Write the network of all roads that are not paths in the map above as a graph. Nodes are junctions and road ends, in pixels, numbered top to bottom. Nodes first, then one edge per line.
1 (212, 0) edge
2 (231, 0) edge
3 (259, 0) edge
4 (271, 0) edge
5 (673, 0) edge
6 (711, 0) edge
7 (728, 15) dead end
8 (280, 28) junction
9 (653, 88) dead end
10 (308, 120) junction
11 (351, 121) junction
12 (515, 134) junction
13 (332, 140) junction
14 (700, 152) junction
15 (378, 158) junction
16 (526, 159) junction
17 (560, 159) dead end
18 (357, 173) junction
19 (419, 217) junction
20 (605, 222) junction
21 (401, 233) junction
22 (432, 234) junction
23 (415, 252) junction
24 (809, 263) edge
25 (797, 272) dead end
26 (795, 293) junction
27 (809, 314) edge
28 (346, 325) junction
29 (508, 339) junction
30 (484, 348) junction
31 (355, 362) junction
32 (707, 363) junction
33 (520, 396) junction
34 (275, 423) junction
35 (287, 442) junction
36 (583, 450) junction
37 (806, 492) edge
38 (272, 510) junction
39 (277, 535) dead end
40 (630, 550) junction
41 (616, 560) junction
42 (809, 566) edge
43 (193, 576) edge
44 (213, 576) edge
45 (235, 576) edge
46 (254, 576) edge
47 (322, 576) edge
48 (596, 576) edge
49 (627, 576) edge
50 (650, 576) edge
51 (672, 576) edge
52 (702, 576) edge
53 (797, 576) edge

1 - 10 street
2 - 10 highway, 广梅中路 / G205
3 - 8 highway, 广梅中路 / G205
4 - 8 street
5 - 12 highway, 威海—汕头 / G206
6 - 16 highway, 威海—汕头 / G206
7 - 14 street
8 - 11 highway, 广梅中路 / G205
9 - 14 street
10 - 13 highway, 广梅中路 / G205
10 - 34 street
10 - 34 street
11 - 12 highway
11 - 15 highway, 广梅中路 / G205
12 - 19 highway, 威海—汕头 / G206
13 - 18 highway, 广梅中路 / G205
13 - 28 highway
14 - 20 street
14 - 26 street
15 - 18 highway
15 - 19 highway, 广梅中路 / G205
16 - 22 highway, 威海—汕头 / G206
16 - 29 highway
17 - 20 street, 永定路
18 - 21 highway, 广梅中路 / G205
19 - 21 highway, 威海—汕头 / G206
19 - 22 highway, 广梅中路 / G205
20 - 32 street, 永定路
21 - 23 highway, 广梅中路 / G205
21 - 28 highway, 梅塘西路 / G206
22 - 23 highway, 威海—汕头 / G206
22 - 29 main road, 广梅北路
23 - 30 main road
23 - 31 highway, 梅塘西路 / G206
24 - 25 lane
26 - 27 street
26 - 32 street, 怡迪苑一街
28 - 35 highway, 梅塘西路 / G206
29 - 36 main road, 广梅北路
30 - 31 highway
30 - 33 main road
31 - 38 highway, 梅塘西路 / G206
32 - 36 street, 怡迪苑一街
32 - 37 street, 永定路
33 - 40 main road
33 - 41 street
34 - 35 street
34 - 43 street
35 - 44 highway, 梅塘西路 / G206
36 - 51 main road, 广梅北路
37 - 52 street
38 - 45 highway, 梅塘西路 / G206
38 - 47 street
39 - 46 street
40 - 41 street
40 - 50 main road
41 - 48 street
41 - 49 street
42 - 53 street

▬▬▬

# [Exercise requirements]
Please transcribe the entire listing precisely.

# [Solution]
Write the network of all roads that are not paths in the map above as a graph. Nodes are junctions and road ends, in pixels, numbered top to bottom. Nodes first, then one edge per line.
1 (212, 0) edge
2 (231, 0) edge
3 (259, 0) edge
4 (271, 0) edge
5 (673, 0) edge
6 (711, 0) edge
7 (728, 15) dead end
8 (280, 28) junction
9 (653, 88) dead end
10 (308, 120) junction
11 (351, 121) junction
12 (515, 134) junction
13 (332, 140) junction
14 (700, 152) junction
15 (378, 158) junction
16 (526, 159) junction
17 (560, 159) dead end
18 (357, 173) junction
19 (419, 217) junction
20 (605, 222) junction
21 (401, 233) junction
22 (432, 234) junction
23 (415, 252) junction
24 (809, 263) edge
25 (797, 272) dead end
26 (795, 293) junction
27 (809, 314) edge
28 (346, 325) junction
29 (508, 339) junction
30 (484, 348) junction
31 (355, 362) junction
32 (707, 363) junction
33 (520, 396) junction
34 (275, 423) junction
35 (287, 442) junction
36 (583, 450) junction
37 (806, 492) edge
38 (272, 510) junction
39 (277, 535) dead end
40 (630, 550) junction
41 (616, 560) junction
42 (809, 566) edge
43 (193, 576) edge
44 (213, 576) edge
45 (235, 576) edge
46 (254, 576) edge
47 (322, 576) edge
48 (596, 576) edge
49 (627, 576) edge
50 (650, 576) edge
51 (672, 576) edge
52 (702, 576) edge
53 (797, 576) edge

1 - 10 street
2 - 10 highway, 广梅中路 / G205
3 - 8 highway, 广梅中路 / G205
4 - 8 street
5 - 12 highway, 威海—汕头 / G206
6 - 16 highway, 威海—汕头 / G206
7 - 14 street
8 - 11 highway, 广梅中路 / G205
9 - 14 street
10 - 13 highway, 广梅中路 / G205
10 - 34 street
10 - 34 street
11 - 12 highway
11 - 15 highway, 广梅中路 / G205
12 - 19 highway, 威海—汕头 / G206
13 - 18 highway, 广梅中路 / G205
13 - 28 highway
14 - 20 street
14 - 26 street
15 - 18 highway
15 - 19 highway, 广梅中路 / G205
16 - 22 highway, 威海—汕头 / G206
16 - 29 highway
17 - 20 street, 永定路
18 - 21 highway, 广梅中路 / G205
19 - 21 highway, 威海—汕头 / G206
19 - 22 highway, 广梅中路 / G205
20 - 32 street, 永定路
21 - 23 highway, 广梅中路 / G205
21 - 28 highway, 梅塘西路 / G206
22 - 23 highway, 威海—汕头 / G206
22 - 29 main road, 广梅北路
23 - 30 main road
23 - 31 highway, 梅塘西路 / G206
24 - 25 lane
26 - 27 street
26 - 32 street, 怡迪苑一街
28 - 35 highway, 梅塘西路 / G206
29 - 36 main road, 广梅北路
30 - 31 highway
30 - 33 main road
31 - 38 highway, 梅塘西路 / G206
32 - 36 street, 怡迪苑一街
32 - 37 street, 永定路
33 - 40 main road
33 - 41 street
34 - 35 street
34 - 43 street
35 - 44 highway, 梅塘西路 / G206
36 - 51 main road, 广梅北路
37 - 52 street
38 - 45 highway, 梅塘西路 / G206
38 - 47 street
39 - 46 street
40 - 41 street
40 - 50 main road
41 - 48 street
41 - 49 street
42 - 53 street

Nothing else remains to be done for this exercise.